How to search for Soundex() substrings in MySQL?

user1014412 picture user1014412 · Dec 21, 2012 · Viewed 11.8k times · Source

i got a problem with the Joomla! 3 integrated search engine. This engine's indexer creates so called soundex-values when indexing content like, for example

Testobject, Testobject 1, Testobject 2239923, Textobject ....

which all have the same soundex-value of T23123.

Now my problem is, if i do a search for Test, then there won't be any results since the soundex-value for this term is T230.

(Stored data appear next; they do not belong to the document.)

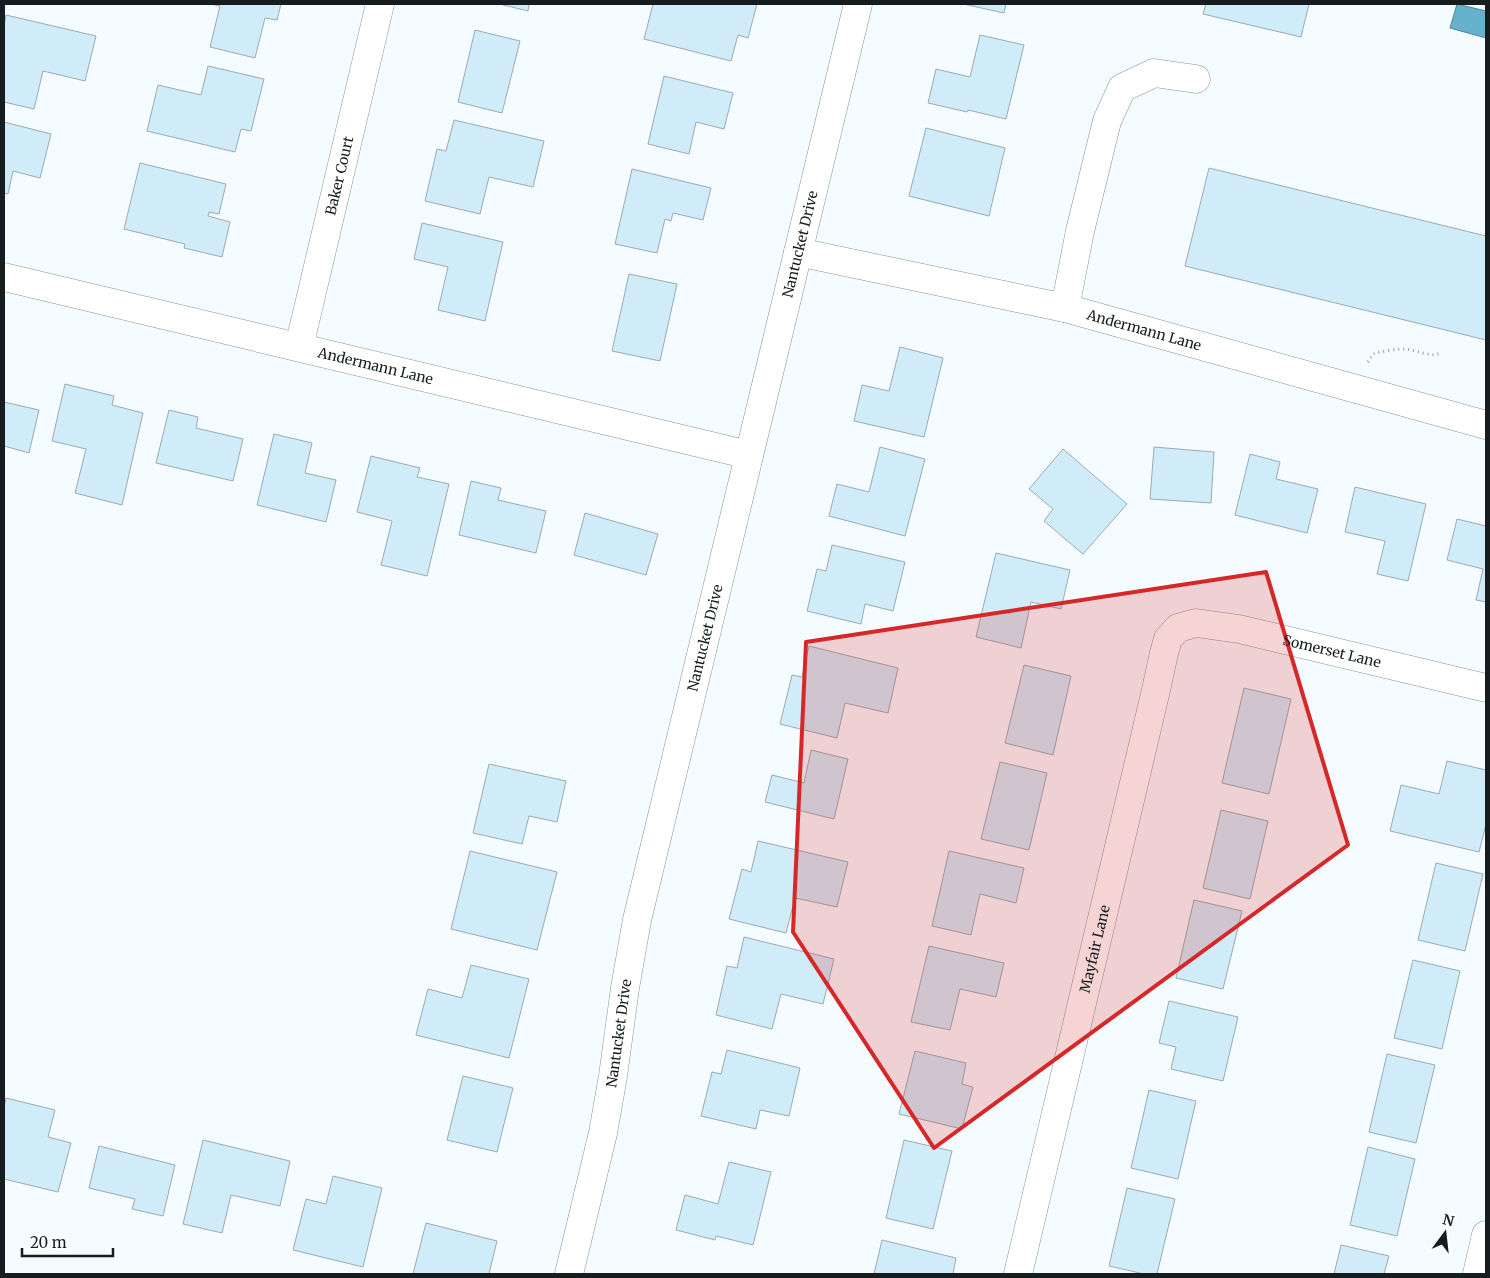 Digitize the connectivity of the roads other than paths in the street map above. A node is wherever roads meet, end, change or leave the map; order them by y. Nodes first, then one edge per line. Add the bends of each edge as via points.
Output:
1 (380, 4) edge
2 (858, 4) edge
3 (1196, 79) dead end
4 (798, 252) junction
5 (4, 276) edge
6 (1065, 308) junction
7 (299, 347) junction
8 (1486, 425) edge
9 (749, 455) junction
10 (1178, 628) joint
11 (1486, 688) edge
12 (1486, 1235) edge
13 (569, 1274) edge
14 (1018, 1274) edge
15 (1477, 1274) edge

1 - 7 street, Baker Court
2 - 4 street, Nantucket Drive
3 - 6 street via 1154,73 1122,88 1107,121
4 - 6 street, Andermann Lane
4 - 9 street, Nantucket Drive
5 - 7 street, Andermann Lane
6 - 8 street, Andermann Lane
7 - 9 street, Andermann Lane
9 - 13 street, Nantucket Drive via 638,920 603,1133
10 - 11 street, Somerset Lane via 1196,623 1239,629
10 - 14 street, Mayfair Lane via 1168,639 1164,653
12 - 15 street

The query used by the search engine is:

SELECT DISTINCT t.term_id AS id, t.term AS term
FROM tablename AS t
WHERE t.soundex = SOUNDEX('test')

I checked the soundex_match function in this topic, but unfortunately this cannot resolve my problem, because it does not compare soundex values.

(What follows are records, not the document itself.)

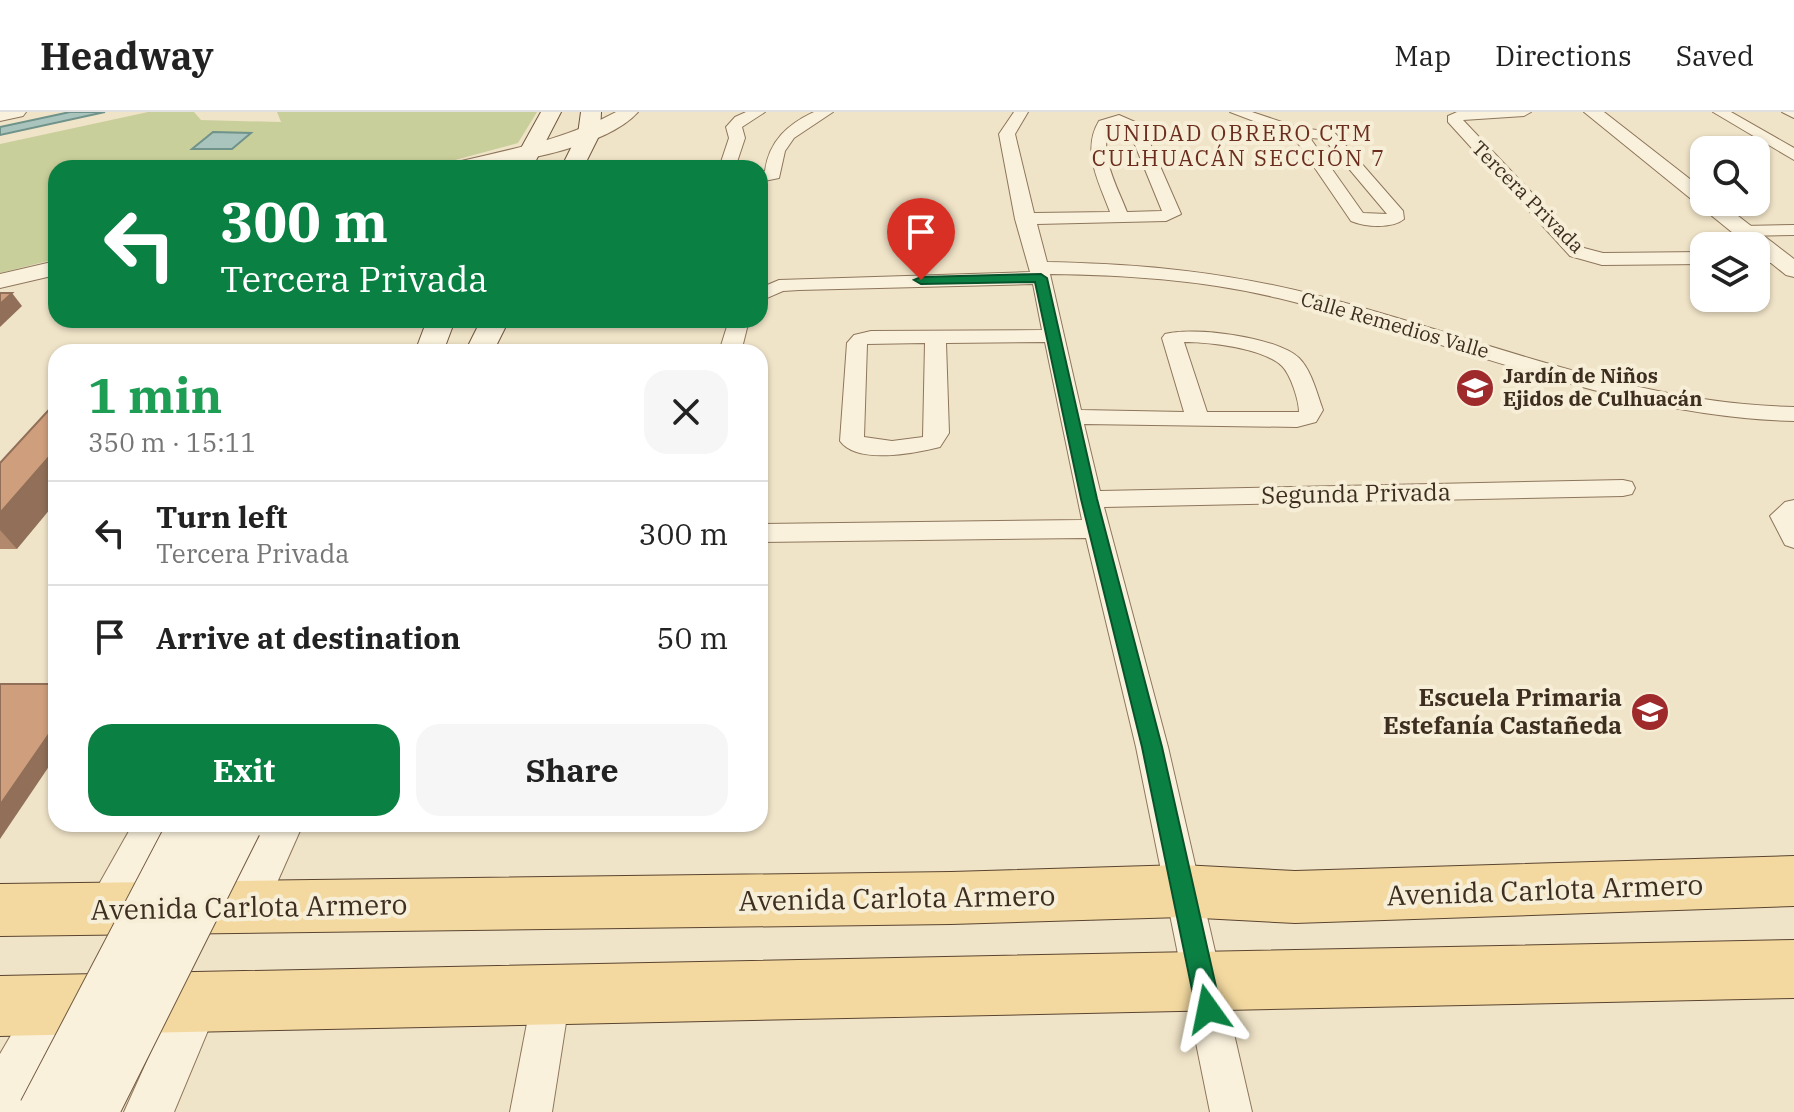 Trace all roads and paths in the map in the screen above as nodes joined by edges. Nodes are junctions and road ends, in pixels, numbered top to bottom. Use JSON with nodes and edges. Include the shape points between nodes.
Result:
{"nodes":[{"id":1,"x":17,"y":112,"type":"edge"},
{"id":2,"x":580,"y":112,"type":"edge"},
{"id":3,"x":629,"y":112,"type":"edge"},
{"id":4,"x":758,"y":112,"type":"edge"},
{"id":5,"x":826,"y":112,"type":"edge"},
{"id":6,"x":1021,"y":112,"type":"edge"},
{"id":7,"x":1237,"y":112,"type":"edge"},
{"id":8,"x":1524,"y":112,"type":"edge"},
{"id":9,"x":1593,"y":112,"type":"edge"},
{"id":10,"x":1724,"y":112,"type":"edge"},
{"id":11,"x":0,"y":116,"type":"edge"},
{"id":12,"x":546,"y":119,"type":"edge"},
{"id":13,"x":590,"y":123,"type":"edge"},
{"id":14,"x":1298,"y":133,"type":"junction"},
{"id":15,"x":1794,"y":155,"type":"edge"},
{"id":16,"x":524,"y":160,"type":"edge"},
{"id":17,"x":575,"y":160,"type":"edge"},
{"id":18,"x":730,"y":160,"type":"edge"},
{"id":19,"x":768,"y":175,"type":"edge"},
{"id":20,"x":1690,"y":189,"type":"edge"},
{"id":21,"x":1120,"y":216,"type":"junction"},
{"id":22,"x":1724,"y":216,"type":"edge"},
{"id":23,"x":1024,"y":219,"type":"junction"},
{"id":24,"x":1794,"y":230,"type":"edge"},
{"id":25,"x":1743,"y":231,"type":"junction"},
{"id":26,"x":1690,"y":258,"type":"edge"},
{"id":27,"x":1776,"y":262,"type":"edge"},
{"id":28,"x":48,"y":270,"type":"edge"},
{"id":29,"x":1040,"y":273,"type":"junction"},
{"id":30,"x":0,"y":281,"type":"edge"},
{"id":31,"x":768,"y":291,"type":"edge"},
{"id":32,"x":1053,"y":336,"type":"junction"},
{"id":33,"x":935,"y":337,"type":"junction"},
{"id":34,"x":1794,"y":414,"type":"edge"},
{"id":35,"x":1070,"y":417,"type":"junction"},
{"id":36,"x":1197,"y":417,"type":"junction"},
{"id":37,"x":1623,"y":488,"type":"dead end"},
{"id":38,"x":1089,"y":499,"type":"junction"},
{"id":39,"x":1794,"y":508,"type":"edge"},
{"id":40,"x":1098,"y":529,"type":"junction"},
{"id":41,"x":768,"y":533,"type":"edge"},
{"id":42,"x":1794,"y":539,"type":"edge"},
{"id":43,"x":150,"y":832,"type":"edge"},
{"id":44,"x":190,"y":832,"type":"edge"},
{"id":45,"x":233,"y":832,"type":"edge"},
{"id":46,"x":279,"y":832,"type":"edge"},
{"id":47,"x":1794,"y":881,"type":"edge"},
{"id":48,"x":1182,"y":891,"type":"junction"},
{"id":49,"x":245,"y":907,"type":"junction"},
{"id":50,"x":107,"y":909,"type":"junction"},
{"id":51,"x":0,"y":910,"type":"edge"},
{"id":52,"x":1794,"y":969,"type":"edge"},
{"id":53,"x":1203,"y":983,"type":"junction"},
{"id":54,"x":551,"y":997,"type":"junction"},
{"id":55,"x":196,"y":1004,"type":"junction"},
{"id":56,"x":27,"y":1005,"type":"edge"},
{"id":57,"x":0,"y":1102,"type":"edge"},
{"id":58,"x":45,"y":1112,"type":"edge"},
{"id":59,"x":96,"y":1112,"type":"edge"},
{"id":60,"x":149,"y":1112,"type":"edge"},
{"id":61,"x":531,"y":1112,"type":"edge"},
{"id":62,"x":1231,"y":1112,"type":"edge"}],
"edges":[{"from":1,"to":11,"type":"street"},
{"from":2,"to":12,"type":"street"},
{"from":3,"to":13,"type":"street"},
{"from":4,"to":18,"type":"street","via":[[734,127],[737,138]]},
{"from":5,"to":19,"type":"street","via":[[786,135],[773,174]]},
{"from":6,"to":23,"type":"street","via":[[1007,134]]},
{"from":7,"to":14,"type":"street"},
{"from":8,"to":26,"type":"street","name":"Tercera Privada","via":[[1453,119],[1577,252]]},
{"from":9,"to":20,"type":"street"},
{"from":10,"to":15,"type":"street"},
{"from":12,"to":16,"type":"main road"},
{"from":13,"to":16,"type":"street"},
{"from":13,"to":17,"type":"main road"},
{"from":14,"to":14,"type":"street","via":[[1357,217],[1395,219],[1397,215],[1329,135]]},
{"from":21,"to":21,"type":"street","via":[[1097,145],[1104,124],[1119,120],[1134,125],[1172,210],[1166,216]]},
{"from":21,"to":23,"type":"street"},
{"from":22,"to":25,"type":"street"},
{"from":23,"to":29,"type":"street"},
{"from":24,"to":25,"type":"street"},
{"from":25,"to":27,"type":"street"},
{"from":28,"to":30,"type":"street"},
{"from":29,"to":31,"type":"street","name":"Calle Remedios Valle","via":[[799,284]]},
{"from":29,"to":32,"type":"street"},
{"from":29,"to":34,"type":"street","name":"Calle Remedios Valle","via":[[1166,272],[1224,280],[1644,395],[1745,414]]},
{"from":32,"to":33,"type":"street"},
{"from":32,"to":35,"type":"street"},
{"from":33,"to":33,"type":"street","via":[[871,337],[857,343],[852,441],[862,446],[932,442],[937,433]]},
{"from":35,"to":36,"type":"street"},
{"from":35,"to":38,"type":"street"},
{"from":36,"to":36,"type":"street","via":[[1297,420],[1312,410],[1291,362],[1214,337],[1177,335],[1172,338]]},
{"from":37,"to":38,"type":"street","name":"Segunda Privada"},
{"from":38,"to":40,"type":"street"},
{"from":39,"to":42,"type":"street","via":[[1783,516]]},
{"from":40,"to":41,"type":"street"},
{"from":40,"to":48,"type":"street"},
{"from":43,"to":50,"type":"street"},
{"from":44,"to":58,"type":"main road","bridge":true},
{"from":45,"to":59,"type":"main road","bridge":true},
{"from":46,"to":49,"type":"street"},
{"from":47,"to":48,"type":"main road","name":"Avenida Carlota Armero","via":[[1295,897]]},
{"from":48,"to":49,"type":"main road","name":"Avenida Carlota Armero"},
{"from":48,"to":53,"type":"street"},
{"from":49,"to":50,"type":"main road","name":"Avenida Carlota Armero"},
{"from":50,"to":51,"type":"main road","name":"Avenida Carlota Armero"},
{"from":52,"to":53,"type":"main road"},
{"from":53,"to":54,"type":"main road"},
{"from":53,"to":62,"type":"street"},
{"from":54,"to":55,"type":"main road"},
{"from":54,"to":61,"type":"street"},
{"from":55,"to":56,"type":"main road"},
{"from":55,"to":60,"type":"street"},
{"from":56,"to":57,"type":"street"},
{"from":58,"to":59,"type":"street"}]}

I want to avoid hacking the cms core and would like understand if there is some kind of approximation procedure available to compare soundex-values like for regular queries when using the % symbol which i could then try to implement using a plugin or whatever.

The MSSQL DIFFERENCE function mentioned here would be ideal, if it would be available in MySQL and ready to use a soundex value as second parameter.

I am not very well experienced in MySQL and have no idea how to improve the query to also match soundex-substrings.

Answer

eggyal picture eggyal · Dec 21, 2012

You're probably looking to calculate the Levenshtein distance; but if you simply want to find those records that start with something that sounds similar to the search term, you can strip any trailing 0 (which is merely used for padding) and then search for soundex strings with the resulting prefix:

WHERE t.soundex LIKE CONCAT(TRIM(TRAILING '0' FROM SOUNDEX('test')), '%')